Data,single: Size:102.03GiB, Used:98.16GiB
   /dev/sda3	 102.03GiB

Metadata,single: Size:8.00GiB, Used:5.30GiB
   /dev/sda3	   8.00GiB

System,single: Size:32.00MiB, Used:16.00KiB
   /dev/sda3	  32.00MiB

Unallocated:
   /dev/sda3	   7.99GiB


Hmm.  A bit tight.  I've just ordered a replacement SSD. Slackware
should it in about 5GB+ of disk space I've seen on a website?  Hmm.  Don't
beleive that.  I'd allow at least 10GB and more if I want to add extra 
packages such as libreoffice.  If I have no snapshots it seems to get to
45GB with various extra packages installed and grows to 100ish with
snapshotting probally owing to updates.

Anyway, took the lazy, but less tearing less hair out route and ordered
a 500GB drive.  Prices have dropped and fortunately a new drive is not
a major issue.  Timing is also good with Slack 14.2 immanent. You
rarely hear people complaining about disk too empty problems...
   
   
For the traditional hard drives with the data:

root@phoenix:~# btrfs fi usage /home
Overall:
    Device size:		   5.46TiB
    Device allocated:		   4.09TiB
    Device unallocated:		   1.37TiB
    Used:			   4.04TiB
    Free (estimated):		 720.58GiB	(min: 720.58GiB)
    Data ratio:			      2.00
    Metadata ratio:		      2.00
    Global reserve:		 512.00MiB	(used: 0.00B)

Data,RAID1: Size:1.99TiB, Used:1.97TiB
   /dev/sdb	   1.99TiB
   /dev/sdc	   1.99TiB

Metadata,RAID1: Size:53.00GiB, Used:49.65GiB
   /dev/sdb	  53.00GiB
   /dev/sdc	  53.00GiB

System,RAID1: Size:32.00MiB, Used:352.00KiB
   /dev/sdb	  32.00MiB
   /dev/sdc	  32.00MiB

Unallocated:
   /dev/sdb	 699.49GiB
   /dev/sdc	 699.49GiB
root@phoenix:~# 

   

>> Hmm.  The system disk is getting a little tight. cddisk reports the
>> partition I use for btrfs containing root as 127GB approx.  Not sure why
>> it grows so much. Suspect that software updates can't help as snapshots
>> will contain the legacy versions.  On the other hand they can be useful.

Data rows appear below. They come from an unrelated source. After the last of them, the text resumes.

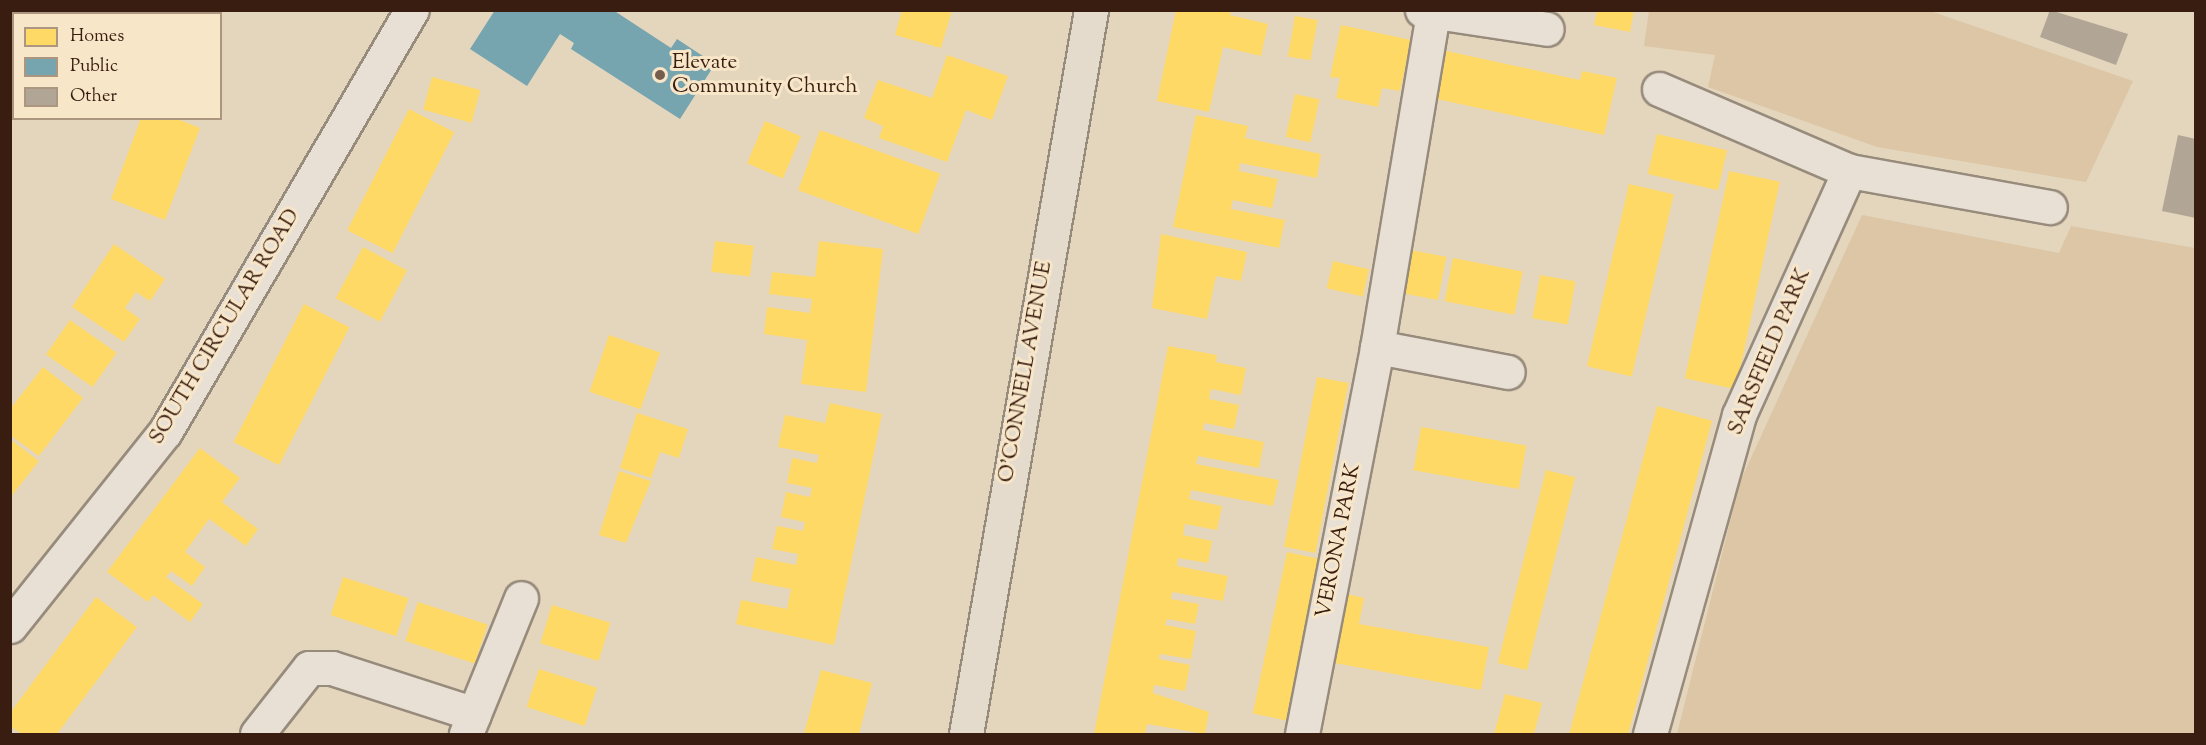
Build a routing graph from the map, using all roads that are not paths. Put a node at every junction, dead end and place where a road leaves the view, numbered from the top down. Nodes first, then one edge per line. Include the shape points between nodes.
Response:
1 (412, 10) edge
2 (1091, 10) edge
3 (1428, 12) edge
4 (1547, 29) dead end
5 (1659, 89) dead end
6 (1849, 171) junction
7 (2050, 207) dead end
8 (1377, 347) junction
9 (1508, 372) dead end
10 (521, 598) dead end
11 (10, 626) edge
12 (470, 724) edge
13 (257, 735) edge
14 (966, 735) edge
15 (1302, 735) edge
16 (1650, 735) edge

1 - 11 street, SOUTH CIRCULAR ROAD via 165,432
2 - 14 main road, O'CONNELL AVENUE
3 - 4 street
3 - 8 street, VERONA PARK
5 - 6 street
6 - 7 street
6 - 16 street, SARSFIELD PARK via 1739,415
8 - 9 street
8 - 15 street, VERONA PARK
10 - 12 street
12 - 13 street via 332,668 309,668

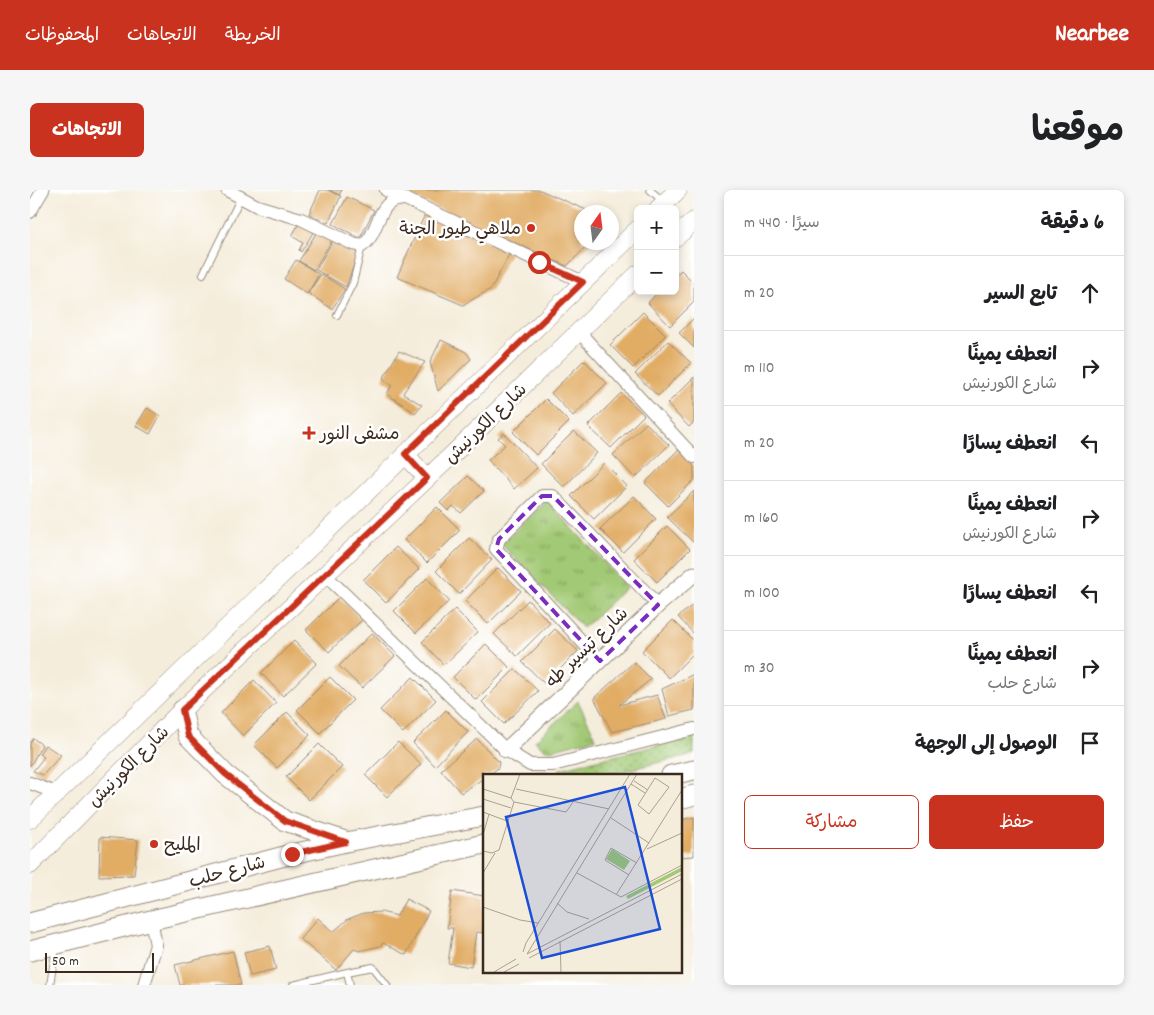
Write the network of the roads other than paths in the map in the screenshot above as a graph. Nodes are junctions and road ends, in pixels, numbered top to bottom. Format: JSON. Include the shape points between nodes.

>With the 127 GiB (I _guess_ it's GiB, 1024, not GB, 1000, multiplier, 
>btrfs consistently uses the 1024 multiplier and properly specifies it 
>using the XiB notation) for /, however, and the btrfs fi df sizes of 101 
>GiB plus data and 8 GiB metadata (with system's 32 MiB a rounding error 
>and global reserve actually taken from metadata, so it doesn't add to 
>chunk reservation on its own) we can see that as you mention, it's 
>starting to get tight, a bit under 110 GiB of 127 GiB, but that 17 GiB 
>free isn't horrible, just slightly tight, as you said.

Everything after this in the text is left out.